Graham did note that New York Times reporter Jonathan Martin challenged a claim Kurtz made about him in the book, then framed the possible false claim as just desserts:
How many times have anonymous sources said ridiculous things that Trump thinks are “fake news”? But the New York Times and The Washington Post think their anonymous digs at the president are what keeps “democracy out of darkness.” A spokesman for Regnery, which published the book, said the publisher and author “absolutely stand by everything reported in the book.”
Graham didn’t identify Kurtz as a conservative, nor did he point out that Kurtz’s publisher, Regnery, is in the business of publishing conservative books.
And the book can certainly be criticized; Mediaite’s Lloyd Grove points out that the book does have decided pro-Trump slant, that Kurtz is apparently close enough to Trump that the president calls him “Howie,” and that Kurtz never bothered to talk to most of the journalists he spends his book attacking.
A few days later, Graham attacked Washington Post media writer Margaret Sullivan for doing what he wouldn’t — acknowledge that Kurtz and his employer have a definite bias:
Washington Post media columnist Margaret Sullivan unleashed a personal attack on Fox News host Howard Kurtz in a Sunday book review at the most transparent “Pot, meet kettle” level of criticism. She attacked Kurtz as an insincere creature of Fox News and as a tool of White House adviser Kellyanne Conway. Dear Margaret: Has your column ever boldly attacked The Washington Post, or strayed from its everyday spin?
[…]She writes “Kurtz’s allegiance to his masters at Fox News is evident right from the start, when he offers something I never thought possible: a heartfelt defense of Kellyanne Conway’s coining of the infamous phrase ‘alternative facts’…He takes Conway’s side (as he does so often and so sympathetically that you may be tempetted to look for a Conway co-author’s credit)….”
The headline on B-5 of the Sunday Outlook section even bluntly accuses “Did Kellyanne Conway ghostwrite this book?”
If she hadn’t kicked Kurtz in the shins enough, Sullivan repeats her thesis near the end: “Overall, you can best understand Media Madness by considering the source: Despite his long history in journalism, Kurtz is a creature of Fox News now, as the host of a show called Media Buzz.”
It’s a shocking personal attack on Kurtz, and self-refuting in that Margaret does it while at the same time kissing up to the man who hired her at The Washington Post, with the apparent task of defending the liberal media at their most aggressively liberal: “For the most part, though, they (the media) are trying to cover him, not take him down. (As Post editor Martin Baron put it, ‘We’re not at war. We’re at work.’)”

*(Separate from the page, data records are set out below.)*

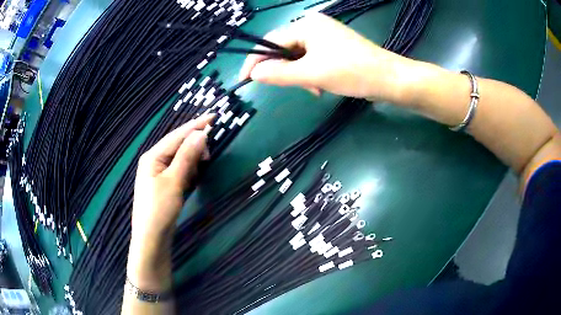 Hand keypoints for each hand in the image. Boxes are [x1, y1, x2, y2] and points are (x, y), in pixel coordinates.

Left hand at [127, 114, 212, 291]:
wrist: (151, 238)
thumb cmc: (159, 209)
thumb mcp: (174, 181)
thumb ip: (187, 156)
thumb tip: (201, 134)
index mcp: (153, 156)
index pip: (177, 135)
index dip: (196, 126)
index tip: (214, 116)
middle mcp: (154, 161)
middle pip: (178, 145)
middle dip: (194, 147)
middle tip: (208, 156)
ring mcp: (158, 173)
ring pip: (180, 158)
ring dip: (192, 161)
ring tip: (199, 171)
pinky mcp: (164, 184)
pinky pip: (179, 171)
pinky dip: (188, 172)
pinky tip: (192, 180)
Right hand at [239, 13, 412, 101]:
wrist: (390, 79)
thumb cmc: (352, 72)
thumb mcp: (312, 74)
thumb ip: (279, 73)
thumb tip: (254, 74)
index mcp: (306, 25)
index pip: (270, 41)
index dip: (256, 61)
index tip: (245, 80)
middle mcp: (314, 26)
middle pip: (284, 49)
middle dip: (286, 71)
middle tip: (294, 87)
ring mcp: (325, 36)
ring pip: (298, 57)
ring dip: (301, 76)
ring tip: (315, 90)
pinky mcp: (334, 47)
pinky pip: (312, 60)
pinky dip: (312, 74)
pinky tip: (321, 86) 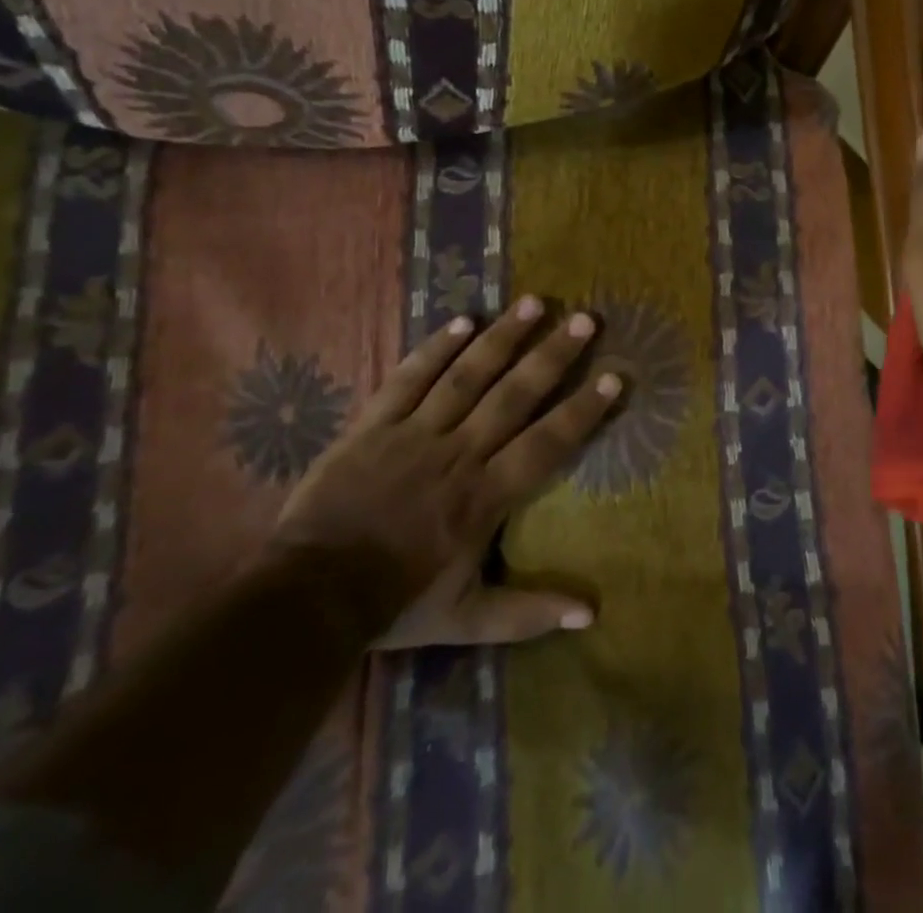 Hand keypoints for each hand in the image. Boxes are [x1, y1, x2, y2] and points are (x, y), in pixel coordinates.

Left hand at [270, 297, 620, 648]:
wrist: (307, 597)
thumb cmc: (394, 603)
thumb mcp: (466, 620)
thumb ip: (528, 613)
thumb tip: (591, 615)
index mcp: (484, 496)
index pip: (546, 444)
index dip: (583, 409)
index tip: (614, 376)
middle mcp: (458, 454)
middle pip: (514, 396)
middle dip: (552, 356)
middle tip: (584, 319)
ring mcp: (414, 434)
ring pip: (466, 376)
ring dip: (503, 338)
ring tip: (534, 302)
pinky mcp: (374, 425)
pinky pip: (409, 379)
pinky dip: (436, 349)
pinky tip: (463, 321) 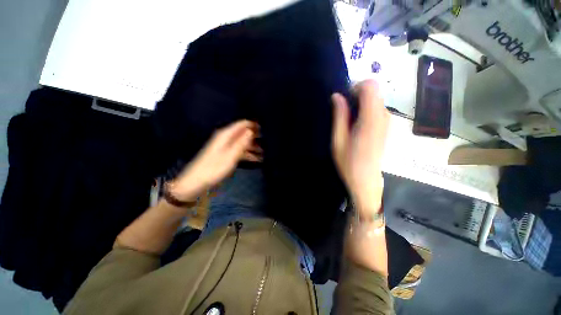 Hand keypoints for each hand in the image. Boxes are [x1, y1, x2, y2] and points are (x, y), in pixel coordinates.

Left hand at [168, 120, 258, 200]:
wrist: (196, 183)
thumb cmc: (214, 169)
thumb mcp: (230, 156)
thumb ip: (241, 143)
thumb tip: (251, 130)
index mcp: (226, 135)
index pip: (242, 124)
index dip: (254, 125)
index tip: (267, 129)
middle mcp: (226, 138)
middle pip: (244, 133)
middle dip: (256, 137)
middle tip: (269, 142)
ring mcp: (226, 147)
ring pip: (243, 143)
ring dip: (254, 147)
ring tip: (267, 152)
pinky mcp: (226, 155)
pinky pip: (240, 151)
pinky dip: (249, 154)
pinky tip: (258, 159)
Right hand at [331, 80, 389, 213]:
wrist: (366, 180)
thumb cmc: (349, 162)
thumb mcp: (338, 140)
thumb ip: (339, 116)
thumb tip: (337, 95)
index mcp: (371, 120)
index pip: (370, 87)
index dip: (355, 86)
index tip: (343, 99)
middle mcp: (384, 117)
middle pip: (374, 91)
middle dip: (357, 95)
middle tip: (343, 111)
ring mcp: (387, 121)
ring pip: (375, 99)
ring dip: (360, 103)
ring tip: (348, 120)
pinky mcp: (386, 126)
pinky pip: (377, 108)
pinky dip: (365, 109)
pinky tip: (356, 125) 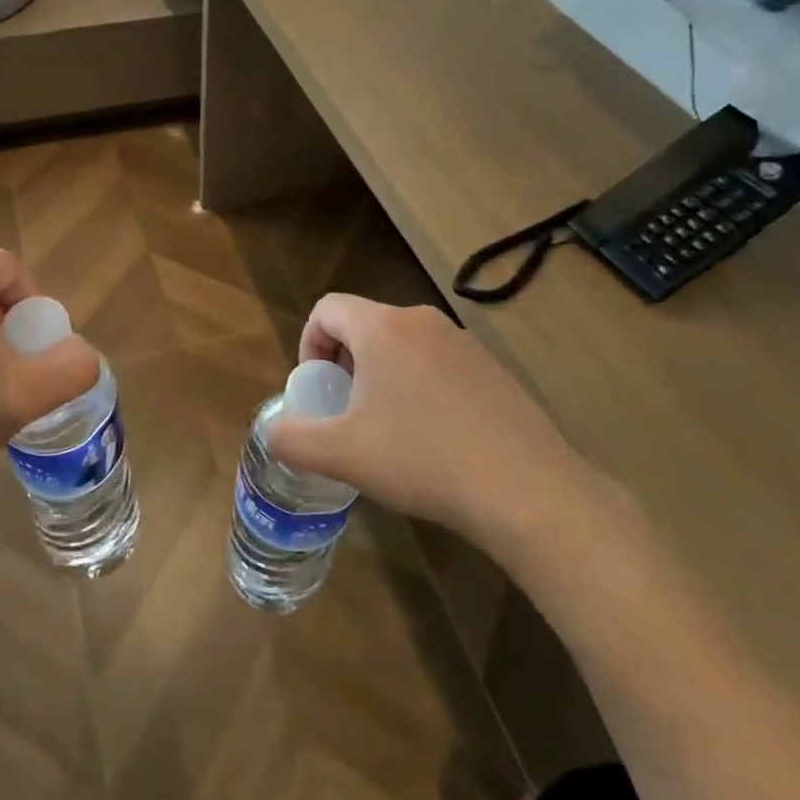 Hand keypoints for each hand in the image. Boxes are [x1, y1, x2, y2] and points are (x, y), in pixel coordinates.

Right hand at [266, 295, 613, 568]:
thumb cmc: (422, 460)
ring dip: (382, 375)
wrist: (526, 490)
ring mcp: (464, 343)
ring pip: (403, 344)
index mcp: (383, 328)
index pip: (328, 309)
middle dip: (345, 362)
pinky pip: (438, 363)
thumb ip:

[…]Liberals like Baron (and his admiring employee Margaret Sullivan) think journalism and liberalism are the same thing. Sullivan concluded: “Although Kurtz emphasizes he is a journalist, through and through, with printers’ ink running through his veins, Media Madness clearly is meant to reinforce Fox Nation’s disdain for legitimate journalists who are trying to hold a norm-busting president accountable.”
In his book, Kurtz offers an entirely different conclusion on who is busting norms: “A common refrain among Trump’s antagonists in the press is that they must resist normalizing his presidency. But in the process, they have abnormalized journalism.”
Pointing out the indisputable fact that Kurtz is toeing the pro-Trump party line of his employer in his book is a “shocking personal attack” on him? Maybe Graham should just rename the MRC — which uses much harsher language against the people it hates — the Shocking Personal Attack Center.